Based on longstanding relationships with nonprofits and community leaders, we have been able to operate quickly and flexibly through the COVID-19 Response Fund to meet new needs as they have arisen in an environment that can change day by day. And because we have seen requests reflecting needs from across a wide swath of the community, we have been able to use donors’ funds efficiently.
For example, by late April we had begun fielding many requests from group homes and others whose work didn’t permit social distancing for funds to purchase personal protection equipment, which they were buying in small quantities in the much-inflated open market. As more organizations looked to re-open in May – and as the flow of PPE from the state lagged – those requests started to grow. We realized that meeting these very real needs could quickly deplete the fund if organizations were sourcing their growing need for PPE on Amazon and at Costco [at market rates]. So we partnered with Grace Farm Foundation in New Canaan, which early in the pandemic had established a stable, quality supply chain for PPE which could be purchased in bulk at a significant discount. In June, after surveying the needs of hundreds of nonprofits throughout the region, we purchased over 400,000 pieces of PPE, and distributed an 8-11 week supply to 109 organizations – ensuring that donors’ dollars were stretched farther, and that nonprofits could keep their staffs and clients safe while doing their important work.

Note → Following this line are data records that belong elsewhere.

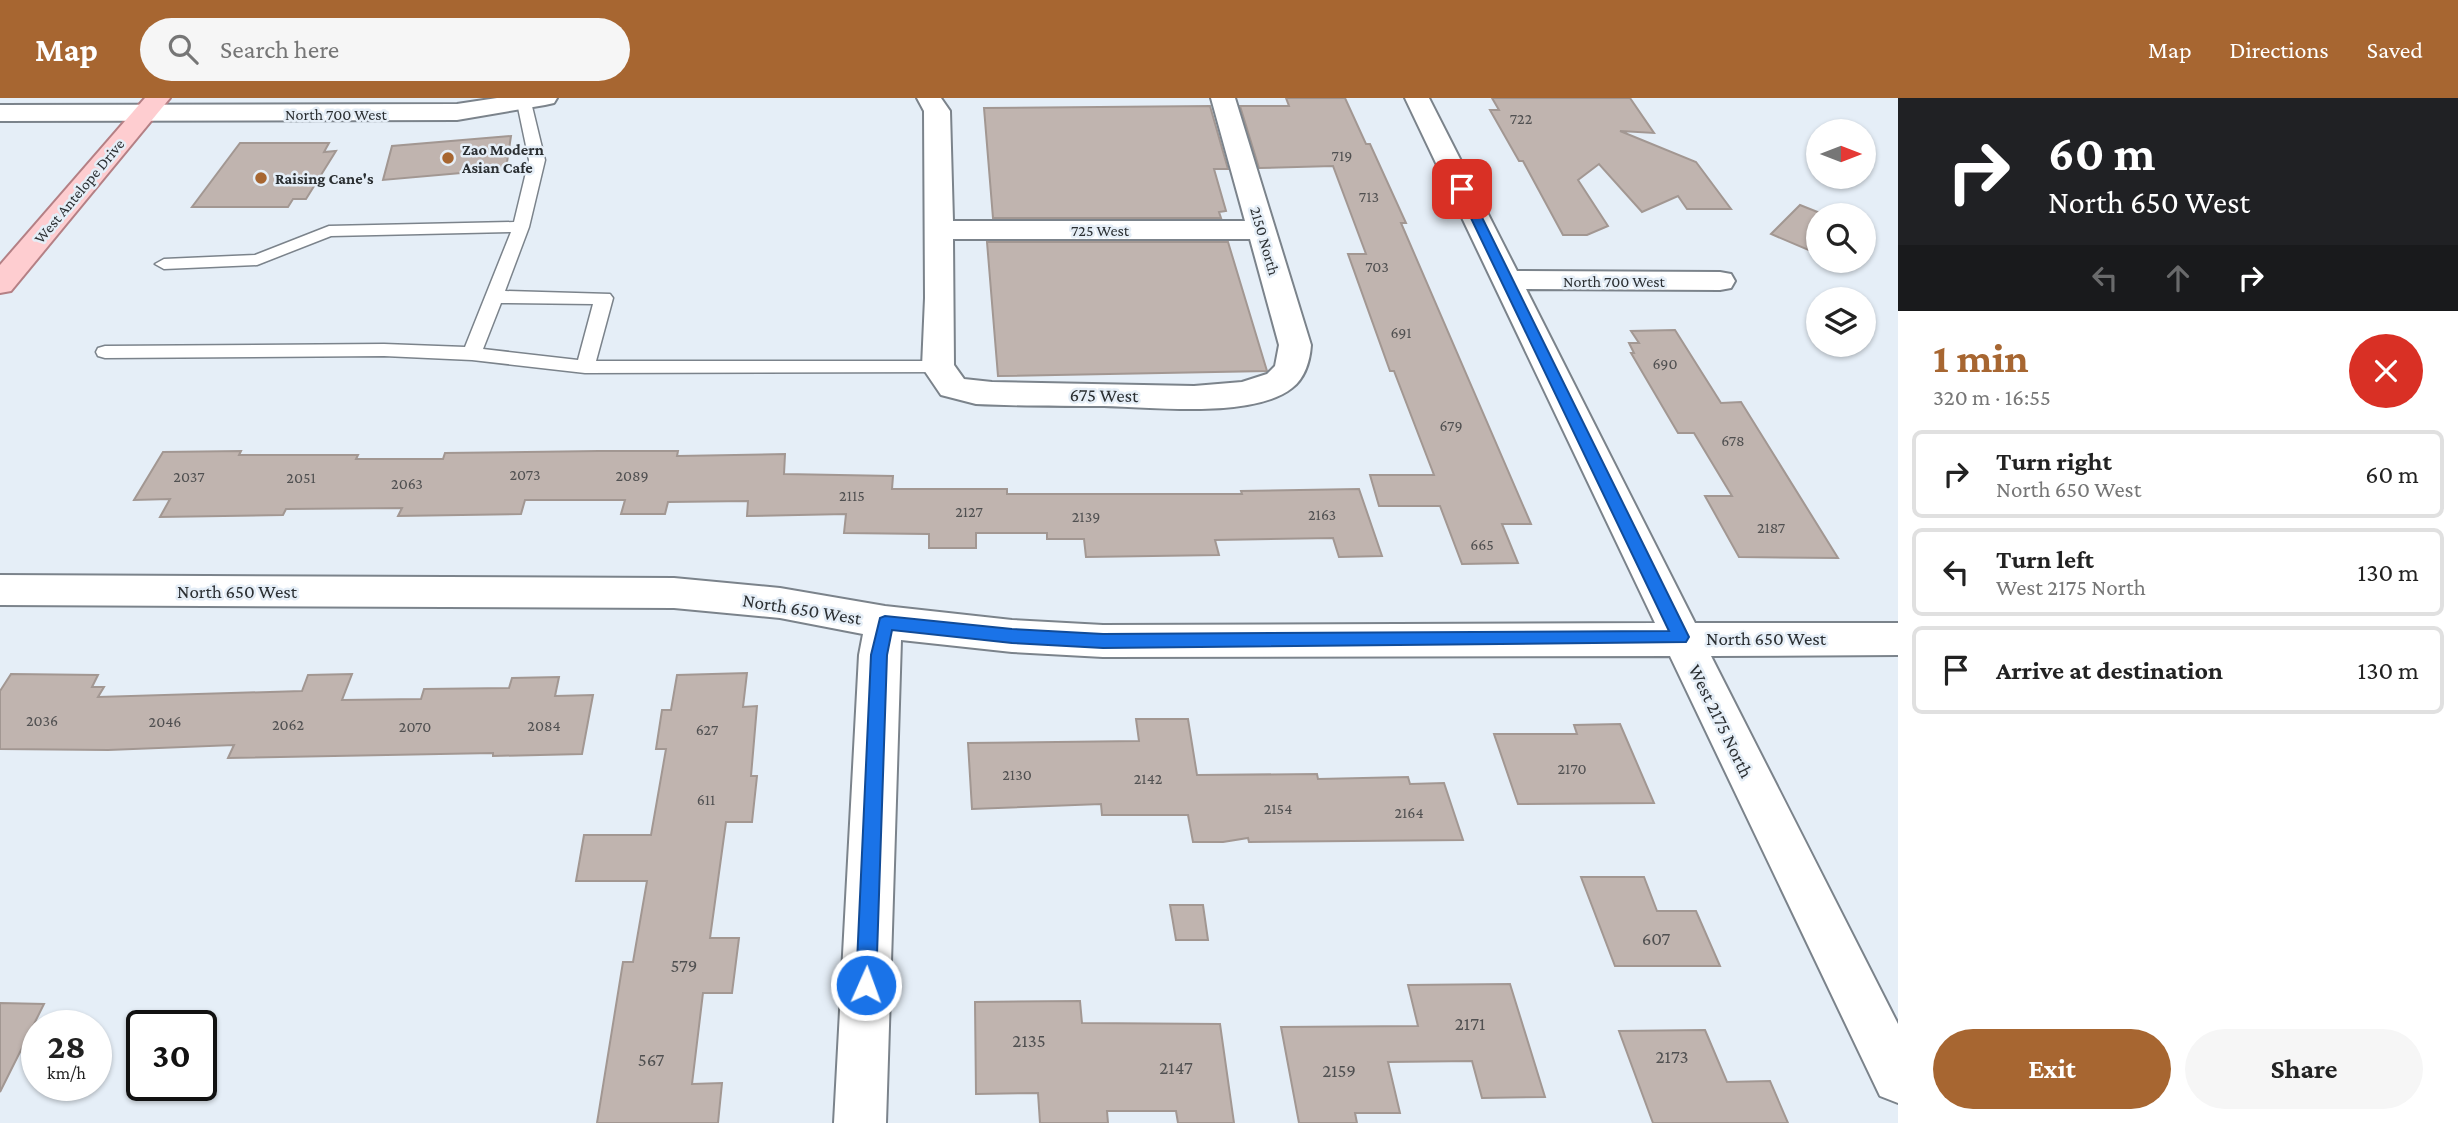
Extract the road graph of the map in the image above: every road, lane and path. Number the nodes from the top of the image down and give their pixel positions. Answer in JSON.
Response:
{"nodes":[{"id":1,"x":929,"y":98,"type":"edge"},
{"id":2,"x":1223,"y":98,"type":"edge"},
{"id":3,"x":1418,"y":98,"type":"edge"},
{"id":4,"x":530,"y":100,"type":"edge"},
{"id":5,"x":152,"y":106,"type":"edge"},
{"id":6,"x":0,"y":113,"type":"edge"},
{"id":7,"x":521,"y":227,"type":"junction"},
{"id":8,"x":939,"y":230,"type":"junction"},
{"id":9,"x":1261,"y":230,"type":"junction"},
{"id":10,"x":164,"y":264,"type":"dead end"},
{"id":11,"x":1507,"y":280,"type":"junction"},
{"id":12,"x":1720,"y":281,"type":"dead end"},
{"id":13,"x":0,"y":284,"type":"edge"},
{"id":14,"x":494,"y":297,"type":"junction"},
{"id":15,"x":105,"y":352,"type":"dead end"},
{"id":16,"x":472,"y":354,"type":"junction"},
{"id":17,"x":585,"y":367,"type":"junction"},
{"id":18,"x":937,"y":367,"type":"junction"},
{"id":19,"x":1279,"y":382,"type":"joint"},
{"id":20,"x":0,"y":590,"type":"edge"},
{"id":21,"x":885,"y":622,"type":"junction"},
{"id":22,"x":1681,"y":637,"type":"junction"},
{"id":23,"x":1898,"y":639,"type":"edge"},
{"id":24,"x":1898,"y":1079,"type":"edge"},
{"id":25,"x":860,"y":1123,"type":"edge"}],
"edges":[{"from":1,"to":8,"type":"street"},
{"from":2,"to":9,"type":"street","name":"2150 North"},
{"from":3,"to":11,"type":"street","name":"West 2175 North"},
{"from":4,"to":5,"type":"street","name":"North 700 West"},
{"from":4,"to":7,"type":"lane"},
{"from":5,"to":6,"type":"street","name":"North 700 West"},
{"from":5,"to":13,"type":"main road","name":"West Antelope Drive"},
{"from":7,"to":10,"type":"lane"},
{"from":7,"to":14,"type":"lane"},
{"from":8,"to":9,"type":"street","name":"725 West"},
{"from":8,"to":18,"type":"street"},
{"from":9,"to":19,"type":"street","name":"2150 North"},
{"from":11,"to":12,"type":"street","name":"North 700 West"},
{"from":11,"to":22,"type":"street","name":"West 2175 North"},
{"from":14,"to":16,"type":"lane"},
{"from":14,"to":17,"type":"lane"},
{"from":15,"to":16,"type":"lane"},
{"from":16,"to":17,"type":"lane"},
{"from":17,"to":18,"type":"lane"},
{"from":18,"to":19,"type":"street","name":"675 West"},
{"from":20,"to":21,"type":"street","name":"North 650 West"},
{"from":21,"to":22,"type":"street","name":"North 650 West"},
{"from":21,"to":25,"type":"street"},
{"from":22,"to":23,"type":"street","name":"North 650 West"},
{"from":22,"to":24,"type":"street","name":"West 2175 North"}]}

Connecticut Community Foundation would like to thank Doug Johnson, the vice chair of our board, and his team at Marion Manufacturing for their partnership in the PPE distribution. They hosted us and a massive cache of PPE for a week, lending their support as logistics experts, forklift operators, traffic directors, and all-around friends to the community to make the project happen.

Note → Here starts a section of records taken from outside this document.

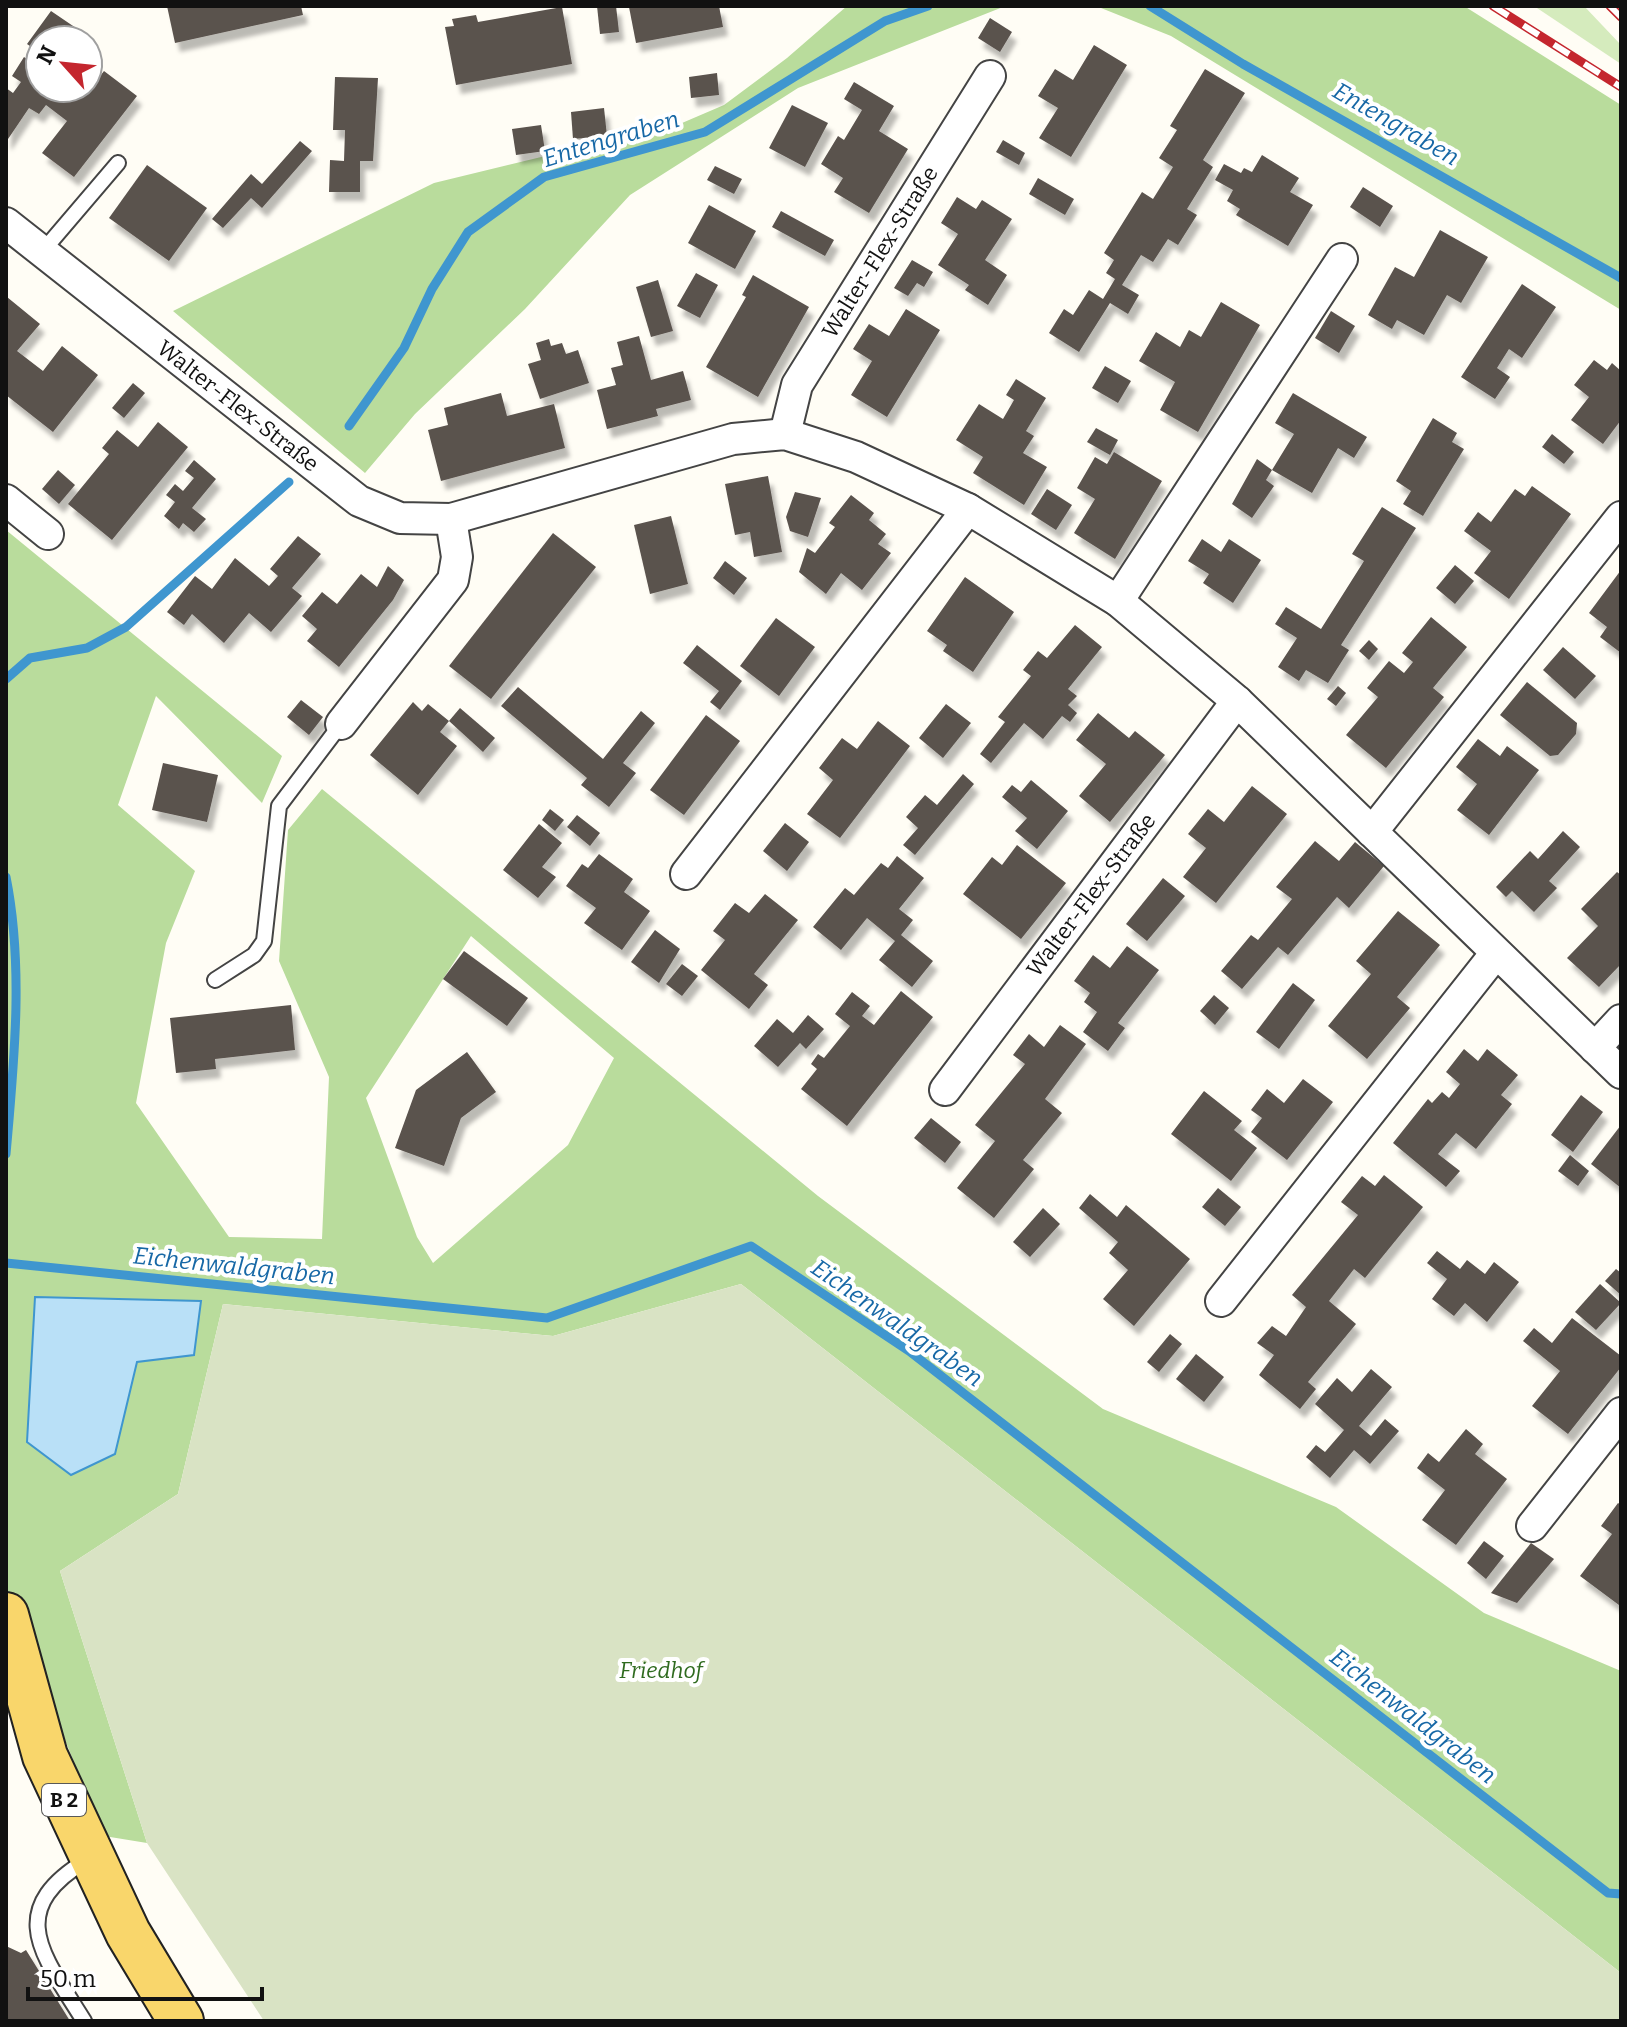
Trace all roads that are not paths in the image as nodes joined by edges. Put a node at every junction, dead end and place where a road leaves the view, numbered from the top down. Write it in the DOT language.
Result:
graph roads {
  1 [pos="990,76"];
  2 [pos="118,163"];
  3 [pos="6,223"];
  4 [pos="42,252"];
  5 [pos="1342,259"];
  6 [pos="785,434"];
  7 [pos="6,500"];
  8 [pos="968,509"];
  9 [pos="1621,517"];
  10 [pos="451,519"];
  11 [pos="48,534"];
  12 [pos="1118,601"];
  13 [pos="1237,701"];
  14 [pos="341,724"];
  15 [pos="1372,832"];
  16 [pos="686,874"];
  17 [pos="1496,953"];
  18 [pos="215,980"];
  19 [pos="1621,1020"];
  20 [pos="1595,1048"];
  21 [pos="1621,1073"];
  22 [pos="945,1090"];
  23 [pos="1221,1301"];
  24 [pos="1621,1413"];
  25 [pos="1532,1526"];
  26 [pos="6,1615"];
  27 [pos="91,1858"];
  28 [pos="84,2021"];
  29 [pos="181,2021"];
  1 -- 6 [label="street, Walter-Flex-Straße"];
  2 -- 4 [label="lane"];
  3 -- 4 [label="street, Walter-Flex-Straße"];
  4 -- 10 [label="street, Walter-Flex-Straße"];
  5 -- 12 [label="street"];
  6 -- 8 [label="street, Walter-Flex-Straße"];
  6 -- 10 [label="street, Walter-Flex-Straße"];
  7 -- 11 [label="street"];
  8 -- 12 [label="street, Walter-Flex-Straße"];
  8 -- 16 [label="street"];
  9 -- 15 [label="street"];
  10 -- 14 [label="street"];
  12 -- 13 [label="street, Walter-Flex-Straße"];
  13 -- 15 [label="street, Walter-Flex-Straße"];
  13 -- 22 [label="street, Walter-Flex-Straße"];
  14 -- 18 [label="lane"];
  15 -- 17 [label="street, Walter-Flex-Straße"];
  17 -- 20 [label="street, Walter-Flex-Straße"];
  17 -- 23 [label="street"];
  19 -- 20 [label="street"];
  20 -- 21 [label="street, Walter-Flex-Straße"];
  24 -- 25 [label="street"];
  26 -- 27 [label="main road, B 2"];
  27 -- 28 [label="lane"];
  27 -- 29 [label="main road, B 2"];
}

As we move into and through the next phase of the pandemic, we’ll continue to adapt our work on all fronts to be responsive to community needs and to maximize the impact of our dollars, our time, and our voice, particularly when it comes to addressing, improving, and changing systems that aren’t meeting the needs of many of our neighbors. Challenges will continue in health, in providing education in distance learning or hybrid settings, in meeting the needs of those experiencing job loss – and they will continue for a long time to come. We’re focusing, too, on the health and stability of our local nonprofit organizations, whose own revenues in many cases have been slashed, and whose operations across the board have been disrupted. And we will look for ways to advocate for and support changes in local systems to make them more effective, more responsive, and more equitable.